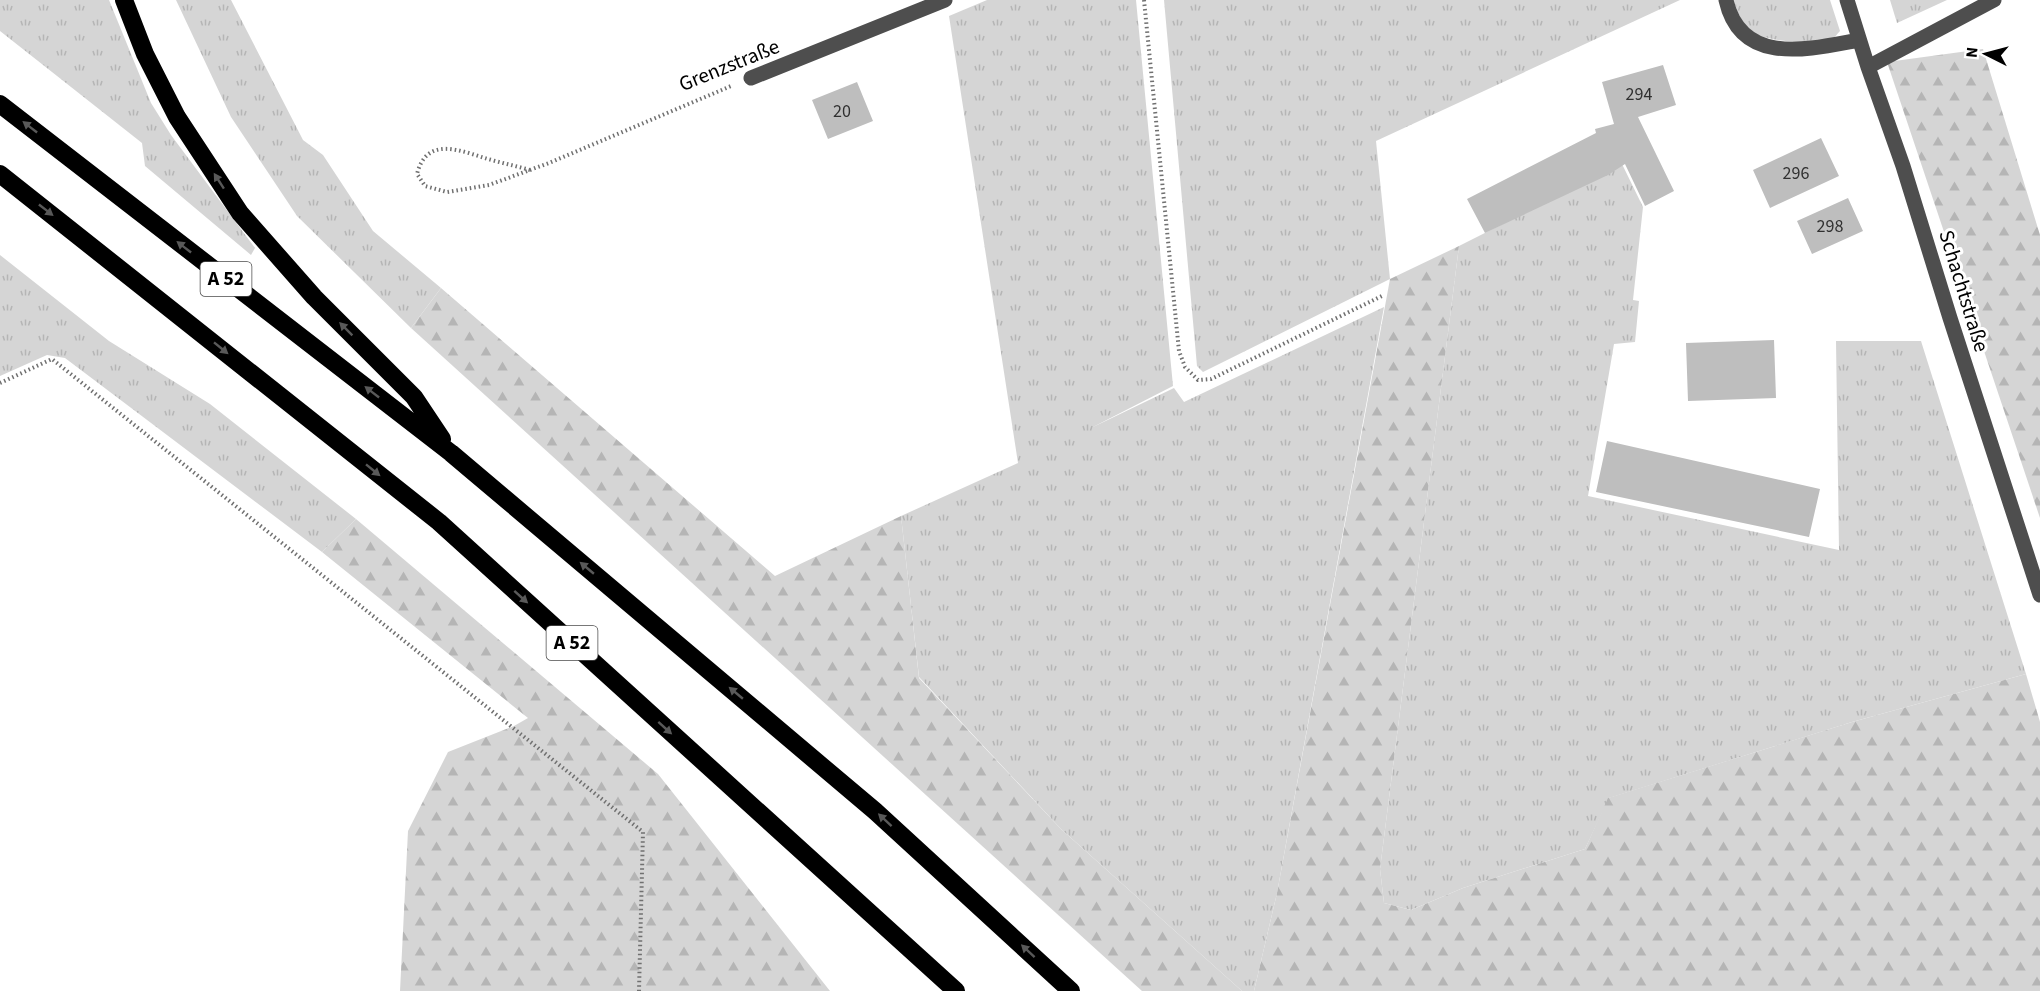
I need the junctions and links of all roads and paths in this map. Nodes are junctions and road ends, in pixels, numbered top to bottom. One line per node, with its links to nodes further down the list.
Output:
1 (124, 0): 15 (highway, one-way to 1)
2 (945, 0): 9 (street, Grenzstraße)
3 (1144, 0): 13 (path)
4 (1726, 0): 7 (street)
5 (1847, 0): 7 (street, Schachtstraße)
6 (1994, 0): 8 (street)
7 (1859, 40): 8 (street, Schachtstraße)
8 (1868, 67): 16 (street, Schachtstraße)
9 (751, 78): 11 (path, Grenzstraße)
10 (0, 104): 15 (highway, A 52, one-way to 10)
11 (530, 170): 11 (path, Grenzstraße)
12 (0, 174): 18 (highway, A 52, one-way to 18)
13 (1384, 295)
14 (0, 383): 17 (path)
15 (451, 453): 19 (highway, A 52, one-way to 15)
16 (2040, 595)
17 (639, 991)
18 (956, 991)
19 (1071, 991)

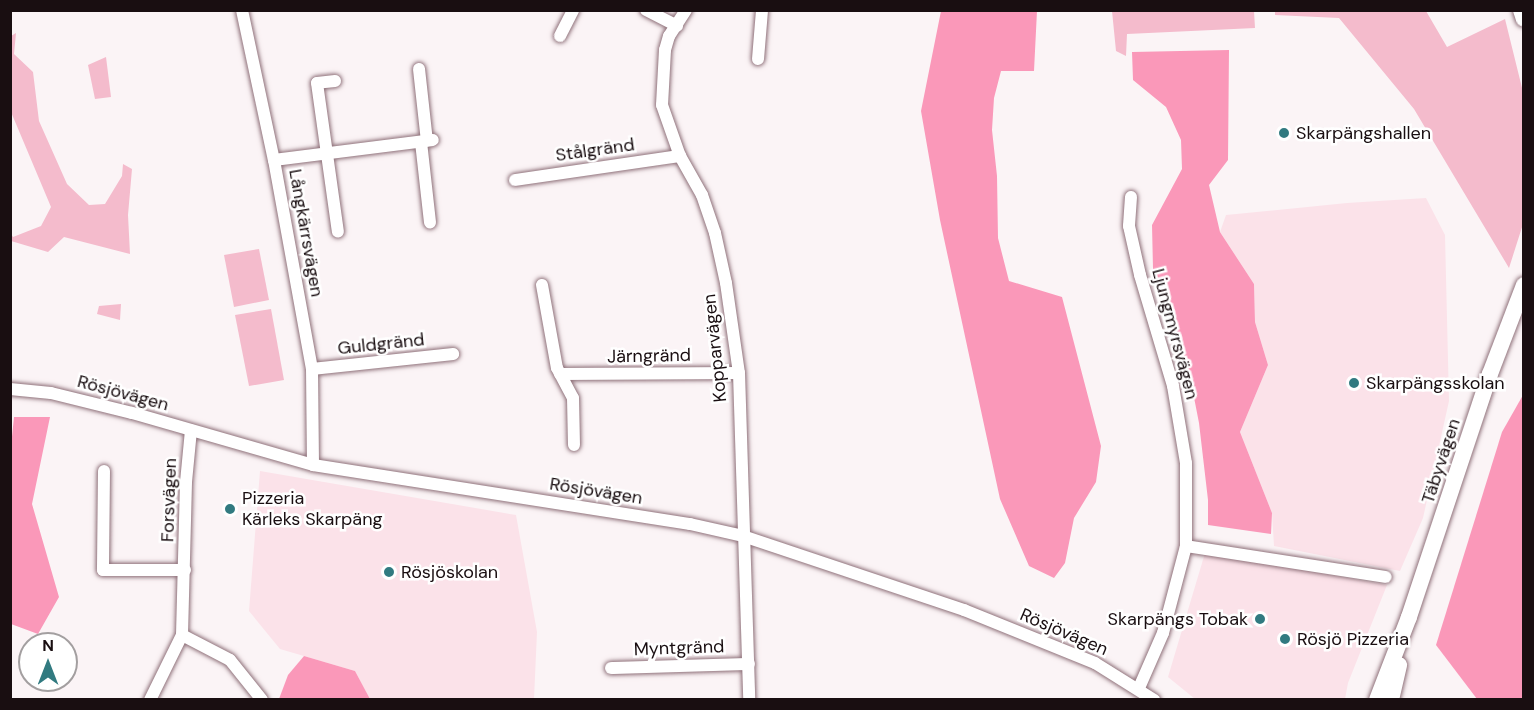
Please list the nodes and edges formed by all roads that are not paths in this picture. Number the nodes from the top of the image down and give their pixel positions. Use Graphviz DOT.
◇ ◇ ◇
▶ GOAL OF THE EXERCISE: Copy all lines from the listing that contain "down".

▶ WRITTEN ANSWER:
I need the junctions and links of all roads and paths in this map. Nodes are junctions and road ends, in pixels, numbered top to bottom. One line per node, with its links to nodes further down the list.
Please list the nodes and edges formed by all roads that are not paths in this picture. Number the nodes from the top of the image down and give their pixel positions. Use Graphviz DOT.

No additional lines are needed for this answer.